Figure 12. Reproduction Scenarios for the Serving Task: figure presents three distinct scenarios. Scene 1: a lemon is on the plate, an orange and a lemon are on the box. Scene 2: There are two boxes. A red apple and a green apple are on one of the box. A green apple and an orange are on the other box. An orange is on the plate. Scene 3: A banana and an orange are on the table. A banana and an orange on the box, and an orange on the plate. Each column sequence illustrates the robot’s motion.
In the second scenario, the complexity is increased with the presence of two boxes, each containing two fruits, and an orange on the plate. The orange on the plate serves as one of the situational objects. The robot then looks for the same situational object (another orange) on the box. As a result, the robot selects the box containing an orange and green apple, successfully picking up the green apple.
In the final scenario, there are two fruits (a banana and an orange) on the box, two fruits (a banana and an orange) on the table, and an orange on the plate. The orange on the plate is one of the situational objects, but there is one orange on the table and one orange on the box. Even though both fruits are next to a banana, the banana must be on the box due to the spatial constraints between c2 and c4. Therefore, the robot picks up the banana on the box. The resulting candidate objects for each keyframe are provided in Supplementary Table S3.

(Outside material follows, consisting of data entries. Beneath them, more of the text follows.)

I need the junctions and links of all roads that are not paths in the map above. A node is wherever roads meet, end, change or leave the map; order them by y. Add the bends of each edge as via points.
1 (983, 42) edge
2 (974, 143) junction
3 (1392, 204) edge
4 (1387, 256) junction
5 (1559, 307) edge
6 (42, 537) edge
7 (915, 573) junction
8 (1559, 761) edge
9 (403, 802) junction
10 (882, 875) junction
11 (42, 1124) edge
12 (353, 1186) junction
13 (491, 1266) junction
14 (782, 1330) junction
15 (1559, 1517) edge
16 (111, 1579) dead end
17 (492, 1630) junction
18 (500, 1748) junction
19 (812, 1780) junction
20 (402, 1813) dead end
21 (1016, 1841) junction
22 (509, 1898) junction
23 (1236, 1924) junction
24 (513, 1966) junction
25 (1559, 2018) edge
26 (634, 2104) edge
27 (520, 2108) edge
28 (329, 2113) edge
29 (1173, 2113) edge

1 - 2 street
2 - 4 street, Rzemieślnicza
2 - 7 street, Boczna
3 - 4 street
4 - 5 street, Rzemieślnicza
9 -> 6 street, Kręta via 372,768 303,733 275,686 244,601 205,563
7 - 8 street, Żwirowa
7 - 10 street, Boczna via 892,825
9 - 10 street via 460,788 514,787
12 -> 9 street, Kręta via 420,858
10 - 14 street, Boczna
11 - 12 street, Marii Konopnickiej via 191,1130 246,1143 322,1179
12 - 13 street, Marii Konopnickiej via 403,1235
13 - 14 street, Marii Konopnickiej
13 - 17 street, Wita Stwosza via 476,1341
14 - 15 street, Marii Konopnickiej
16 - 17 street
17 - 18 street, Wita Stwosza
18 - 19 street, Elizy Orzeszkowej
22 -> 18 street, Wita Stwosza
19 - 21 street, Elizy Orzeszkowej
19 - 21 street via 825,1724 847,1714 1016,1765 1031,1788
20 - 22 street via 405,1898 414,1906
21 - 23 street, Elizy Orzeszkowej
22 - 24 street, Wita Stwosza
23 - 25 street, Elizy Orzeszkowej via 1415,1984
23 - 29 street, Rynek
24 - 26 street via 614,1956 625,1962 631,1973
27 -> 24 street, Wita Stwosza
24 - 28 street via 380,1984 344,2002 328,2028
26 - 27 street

However, due to the spherical shape of the fruits in c5 and c6, if there is a banana on the plate, the reproduction will fail. Of course, this situation can be solved by an additional demonstration with the banana placed on the plate. However, as we mentioned before, obtaining these constraints requires the teacher to make demonstrations that meet their own intentions.
Indeed, this experiment demonstrates the power of keyframe representations in handling situations where the user’s intentions may be associated with situational objects. Without this contribution, the robot might choose any fruit without considering its location or the fruit on the plate, thereby not fully meeting the user’s expectations. This approach ensures that the robot’s actions align more closely with the user’s intentions, showcasing the effectiveness of our method.
6 Discussion and conclusion
This study employs keyframe demonstrations to capture user intentions addressing two distinct challenges. The first challenge involves extracting object-centric keyframes from a varying number of keyframes in each demonstration. The second challenge pertains to inferring the user’s intention based on the attributes of objects and generalizing this understanding to environments that have not been previously encountered.
In the existing literature, the number of keyframes is often treated as equal (Jankowski et al., 2022) or even when the number of keyframes varies, the task is simple enough to involve only one object (Akgun et al., 2012b; Akgun and Thomaz, 2016). These keyframes, obtained from multiple demonstrations, must be clustered to generalize robot motion to different configurations. This clustering is dependent on the performance of alignment and clustering methods. In our study, we diverge from previous research by expanding the keyframe to include attributes of all objects in the environment, their poses, and the robot’s configuration. This additional information identifies which keyframes are necessary for the task, ensuring an equal number of keyframes are obtained in each demonstration. As it is easier to group equal numbers of keyframes, each with the same meaning, it eliminates the need for the alignment method, unlike other studies. This elimination guarantees keyframe groups that include accurate relative poses between the end-effector and objects, without being affected by task-unimportant keyframes which may cause coarser relative poses than the user intended. Our experiments indicate that when the number of keyframes changes in each demonstration, only object-centric keyframes are sufficient to reproduce the task. Moreover, this reduction of keyframes aids in addressing the second challenge.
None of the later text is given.